While matrimonial disputes in a regular family court inevitably drag on for years, the delegates ensure that the cases before them see a swift end.
“That is because, we sit just a few times a year and the cases have already been pending a hearing for several years. Why, just this time, we sat through a divorce case in which the couple in their sixties had been living separately and wanting a formal divorce for 11 years,” said one of the delegates, a sixty five-year-old retired teacher who has been performing jury duty since 2005.
“The court heard the arguments for two days straight and the delegates decided that they must be granted a divorce. However, when the judge began to decide on the alimony, the woman backed out. She did not like what was being offered to her, and decided not to get divorced after all,” she said.

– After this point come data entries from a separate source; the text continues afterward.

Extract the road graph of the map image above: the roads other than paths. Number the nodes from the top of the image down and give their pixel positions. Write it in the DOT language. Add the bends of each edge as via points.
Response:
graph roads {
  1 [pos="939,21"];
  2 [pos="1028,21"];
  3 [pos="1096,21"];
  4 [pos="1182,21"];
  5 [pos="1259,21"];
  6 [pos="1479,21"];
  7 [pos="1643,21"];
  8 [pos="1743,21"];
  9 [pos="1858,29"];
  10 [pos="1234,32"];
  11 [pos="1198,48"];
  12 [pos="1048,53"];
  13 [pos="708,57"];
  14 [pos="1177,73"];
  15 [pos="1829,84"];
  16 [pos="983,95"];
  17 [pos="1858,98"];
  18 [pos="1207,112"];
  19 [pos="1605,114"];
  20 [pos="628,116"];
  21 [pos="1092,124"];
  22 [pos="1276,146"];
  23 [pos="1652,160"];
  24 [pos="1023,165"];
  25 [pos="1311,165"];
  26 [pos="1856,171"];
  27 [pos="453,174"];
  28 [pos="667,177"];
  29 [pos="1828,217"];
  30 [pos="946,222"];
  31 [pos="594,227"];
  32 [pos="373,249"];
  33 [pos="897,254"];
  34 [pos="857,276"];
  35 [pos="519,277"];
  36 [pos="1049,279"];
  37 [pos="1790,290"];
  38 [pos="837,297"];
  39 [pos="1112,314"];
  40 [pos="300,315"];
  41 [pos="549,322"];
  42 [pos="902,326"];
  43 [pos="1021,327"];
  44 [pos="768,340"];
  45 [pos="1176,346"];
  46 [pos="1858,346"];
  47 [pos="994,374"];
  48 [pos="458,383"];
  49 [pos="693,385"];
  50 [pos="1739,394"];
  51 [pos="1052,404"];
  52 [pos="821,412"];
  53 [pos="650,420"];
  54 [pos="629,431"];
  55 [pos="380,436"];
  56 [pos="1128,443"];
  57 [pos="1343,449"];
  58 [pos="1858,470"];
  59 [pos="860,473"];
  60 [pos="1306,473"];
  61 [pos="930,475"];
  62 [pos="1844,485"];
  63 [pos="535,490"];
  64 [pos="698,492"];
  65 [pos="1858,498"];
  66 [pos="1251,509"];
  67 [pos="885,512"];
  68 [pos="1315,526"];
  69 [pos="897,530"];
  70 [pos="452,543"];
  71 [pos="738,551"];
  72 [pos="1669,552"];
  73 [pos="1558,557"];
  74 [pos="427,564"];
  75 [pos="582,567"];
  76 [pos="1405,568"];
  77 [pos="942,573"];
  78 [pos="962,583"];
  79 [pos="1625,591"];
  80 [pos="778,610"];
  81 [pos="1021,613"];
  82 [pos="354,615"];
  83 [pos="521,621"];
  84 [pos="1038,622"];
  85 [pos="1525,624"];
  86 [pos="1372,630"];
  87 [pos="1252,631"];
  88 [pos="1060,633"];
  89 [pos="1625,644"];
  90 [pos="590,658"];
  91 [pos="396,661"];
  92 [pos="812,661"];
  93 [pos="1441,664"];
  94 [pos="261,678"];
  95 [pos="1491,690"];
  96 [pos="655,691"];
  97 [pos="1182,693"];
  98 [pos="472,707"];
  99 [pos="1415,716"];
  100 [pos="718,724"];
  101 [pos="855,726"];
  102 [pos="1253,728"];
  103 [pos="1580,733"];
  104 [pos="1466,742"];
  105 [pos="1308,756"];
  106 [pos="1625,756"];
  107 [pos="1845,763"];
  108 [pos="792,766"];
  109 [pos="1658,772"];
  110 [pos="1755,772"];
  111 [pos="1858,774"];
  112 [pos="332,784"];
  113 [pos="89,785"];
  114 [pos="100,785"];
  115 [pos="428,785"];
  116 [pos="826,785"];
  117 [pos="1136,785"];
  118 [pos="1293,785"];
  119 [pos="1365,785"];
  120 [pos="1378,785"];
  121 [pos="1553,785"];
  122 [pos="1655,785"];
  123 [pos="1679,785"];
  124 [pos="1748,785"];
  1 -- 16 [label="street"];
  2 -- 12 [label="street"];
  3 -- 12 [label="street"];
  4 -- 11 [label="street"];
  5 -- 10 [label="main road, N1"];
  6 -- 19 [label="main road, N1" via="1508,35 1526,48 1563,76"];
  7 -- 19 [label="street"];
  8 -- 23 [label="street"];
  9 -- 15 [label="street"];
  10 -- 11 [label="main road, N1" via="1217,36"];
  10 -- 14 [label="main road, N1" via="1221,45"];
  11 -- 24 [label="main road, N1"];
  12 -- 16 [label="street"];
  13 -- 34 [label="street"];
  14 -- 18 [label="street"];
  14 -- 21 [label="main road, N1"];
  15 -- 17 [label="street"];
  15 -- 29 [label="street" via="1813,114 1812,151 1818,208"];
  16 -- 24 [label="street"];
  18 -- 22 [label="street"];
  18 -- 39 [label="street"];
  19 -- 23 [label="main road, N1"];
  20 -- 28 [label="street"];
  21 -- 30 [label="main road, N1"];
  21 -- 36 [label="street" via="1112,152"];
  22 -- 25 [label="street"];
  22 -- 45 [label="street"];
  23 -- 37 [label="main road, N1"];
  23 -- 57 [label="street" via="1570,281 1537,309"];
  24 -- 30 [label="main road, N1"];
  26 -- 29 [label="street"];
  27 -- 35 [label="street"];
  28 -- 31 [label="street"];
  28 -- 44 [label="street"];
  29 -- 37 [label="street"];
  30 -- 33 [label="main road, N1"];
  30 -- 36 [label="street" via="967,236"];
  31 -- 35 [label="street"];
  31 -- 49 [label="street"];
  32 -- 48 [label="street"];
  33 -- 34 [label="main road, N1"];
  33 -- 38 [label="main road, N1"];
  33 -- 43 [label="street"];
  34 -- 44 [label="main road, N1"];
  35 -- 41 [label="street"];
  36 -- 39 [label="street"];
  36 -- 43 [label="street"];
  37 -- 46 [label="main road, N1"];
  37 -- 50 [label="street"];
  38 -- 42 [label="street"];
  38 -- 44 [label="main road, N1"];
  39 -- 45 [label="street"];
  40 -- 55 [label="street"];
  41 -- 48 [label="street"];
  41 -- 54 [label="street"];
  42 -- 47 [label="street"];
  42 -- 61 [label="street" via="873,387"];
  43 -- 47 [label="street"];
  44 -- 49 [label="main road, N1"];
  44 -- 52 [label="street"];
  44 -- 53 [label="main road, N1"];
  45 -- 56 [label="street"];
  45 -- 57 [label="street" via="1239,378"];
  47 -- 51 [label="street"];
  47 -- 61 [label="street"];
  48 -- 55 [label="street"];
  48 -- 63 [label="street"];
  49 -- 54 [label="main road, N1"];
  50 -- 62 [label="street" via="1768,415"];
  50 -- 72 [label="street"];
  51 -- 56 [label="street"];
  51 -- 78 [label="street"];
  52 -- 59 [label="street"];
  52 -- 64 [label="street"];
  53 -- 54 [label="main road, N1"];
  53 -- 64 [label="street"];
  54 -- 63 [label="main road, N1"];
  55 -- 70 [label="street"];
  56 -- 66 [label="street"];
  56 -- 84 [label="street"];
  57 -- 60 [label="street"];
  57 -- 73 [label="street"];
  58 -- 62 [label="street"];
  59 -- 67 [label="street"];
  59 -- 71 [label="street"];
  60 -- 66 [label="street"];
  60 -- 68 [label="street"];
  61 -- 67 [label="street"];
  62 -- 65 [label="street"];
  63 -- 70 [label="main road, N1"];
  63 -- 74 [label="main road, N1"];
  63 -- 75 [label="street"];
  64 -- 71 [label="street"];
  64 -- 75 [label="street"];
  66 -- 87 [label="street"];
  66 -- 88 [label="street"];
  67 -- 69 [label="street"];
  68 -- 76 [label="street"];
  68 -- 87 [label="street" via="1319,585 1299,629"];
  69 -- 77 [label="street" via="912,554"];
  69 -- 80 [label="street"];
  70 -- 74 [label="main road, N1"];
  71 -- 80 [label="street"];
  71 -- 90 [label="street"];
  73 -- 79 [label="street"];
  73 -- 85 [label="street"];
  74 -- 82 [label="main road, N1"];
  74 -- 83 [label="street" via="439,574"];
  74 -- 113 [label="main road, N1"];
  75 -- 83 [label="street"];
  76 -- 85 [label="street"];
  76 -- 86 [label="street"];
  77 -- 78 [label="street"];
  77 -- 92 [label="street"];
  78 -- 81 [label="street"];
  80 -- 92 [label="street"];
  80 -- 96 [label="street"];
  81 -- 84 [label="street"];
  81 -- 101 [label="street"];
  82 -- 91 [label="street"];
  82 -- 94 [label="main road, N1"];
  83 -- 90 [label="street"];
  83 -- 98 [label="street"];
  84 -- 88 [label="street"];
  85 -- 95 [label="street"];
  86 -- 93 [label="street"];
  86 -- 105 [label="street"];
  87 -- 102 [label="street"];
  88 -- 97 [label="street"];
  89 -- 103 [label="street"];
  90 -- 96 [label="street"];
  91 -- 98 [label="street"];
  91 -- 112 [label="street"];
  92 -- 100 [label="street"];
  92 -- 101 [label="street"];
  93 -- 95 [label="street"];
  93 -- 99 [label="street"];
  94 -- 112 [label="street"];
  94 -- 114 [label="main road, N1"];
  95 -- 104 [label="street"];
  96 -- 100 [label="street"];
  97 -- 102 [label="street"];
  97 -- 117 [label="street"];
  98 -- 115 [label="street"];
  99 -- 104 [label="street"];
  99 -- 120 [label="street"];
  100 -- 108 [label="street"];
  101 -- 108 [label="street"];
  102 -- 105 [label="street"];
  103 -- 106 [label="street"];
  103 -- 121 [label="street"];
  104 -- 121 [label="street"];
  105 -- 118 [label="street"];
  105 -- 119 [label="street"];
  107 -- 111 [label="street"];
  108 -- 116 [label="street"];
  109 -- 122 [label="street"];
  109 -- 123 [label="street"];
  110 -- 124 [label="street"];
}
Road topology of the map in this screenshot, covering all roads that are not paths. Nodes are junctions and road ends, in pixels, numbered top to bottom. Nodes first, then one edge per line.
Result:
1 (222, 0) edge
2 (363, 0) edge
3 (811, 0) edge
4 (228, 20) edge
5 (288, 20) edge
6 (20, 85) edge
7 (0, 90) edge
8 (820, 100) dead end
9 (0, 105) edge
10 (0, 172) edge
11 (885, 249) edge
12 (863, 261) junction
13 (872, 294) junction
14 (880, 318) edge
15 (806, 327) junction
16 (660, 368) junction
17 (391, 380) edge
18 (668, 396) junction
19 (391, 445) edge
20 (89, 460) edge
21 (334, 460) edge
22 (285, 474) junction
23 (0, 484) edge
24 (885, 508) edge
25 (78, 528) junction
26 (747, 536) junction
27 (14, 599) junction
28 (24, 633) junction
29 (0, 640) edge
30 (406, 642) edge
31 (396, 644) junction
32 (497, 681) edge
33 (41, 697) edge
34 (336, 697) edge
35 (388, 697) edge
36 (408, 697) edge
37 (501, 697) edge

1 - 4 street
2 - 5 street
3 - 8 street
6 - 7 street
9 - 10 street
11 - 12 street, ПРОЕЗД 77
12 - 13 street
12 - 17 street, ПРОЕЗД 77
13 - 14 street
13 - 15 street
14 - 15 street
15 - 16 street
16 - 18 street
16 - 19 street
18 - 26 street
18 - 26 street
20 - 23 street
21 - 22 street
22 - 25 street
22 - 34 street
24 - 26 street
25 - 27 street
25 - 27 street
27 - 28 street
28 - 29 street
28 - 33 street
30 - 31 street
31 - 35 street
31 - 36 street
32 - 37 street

These complications, the delegates said, are common as “more marriages in the community seem to be ending in divorces these days”.
“It is probably because tolerance levels run low and because women are more independent. They work, read more, and are aware of their rights,” the other woman delegate said.
While the earliest Zoroastrian community rules granted only a man the right to divorce his wife if the woman was “insubordinate” or “adulterous”, the law has changed considerably over time and now the delegates allow couples to divorce if allegations over adultery, bigamy, cruelty, or desertion are proved.
“Adultery is the most common reason these days. The second most common reason is greed — you see. Most members of the community possess large estates and substantial assets and when relationships turn sour, couples come to court fighting over the property,” says another delegate, a retired banker.
“The delegates however, are required only to give their consent for divorce. The rest of the terms of settlement are argued by the lawyers and the HC judge has the final word over the settlement terms,” says advocate Sanobar Nanavati, who has been dealing with Parsi matrimonial disputes for over two decades.
But most in the community agree that the jury system serves well. “It is because the delegates are pragmatic and above all, are aware of the nuances of our community,” said one of the litigants.
The arguments in the Parsi matrimonial cases too are different from those in a regular matrimonial dispute. “The arguments are much more emotional and dramatic, almost resembling that in a movie. It’s because, we are pleading our case before five members who have nothing to do with our regular legal system. So we cannot harp on the laws alone but must make an emotional pitch to establish a connect,” Nanavati says.
Justice Gautam Patel, who presided over the cases, has also scheduled a two-day-long special session in September this year for one of the cases that could not be concluded despite extensive arguments.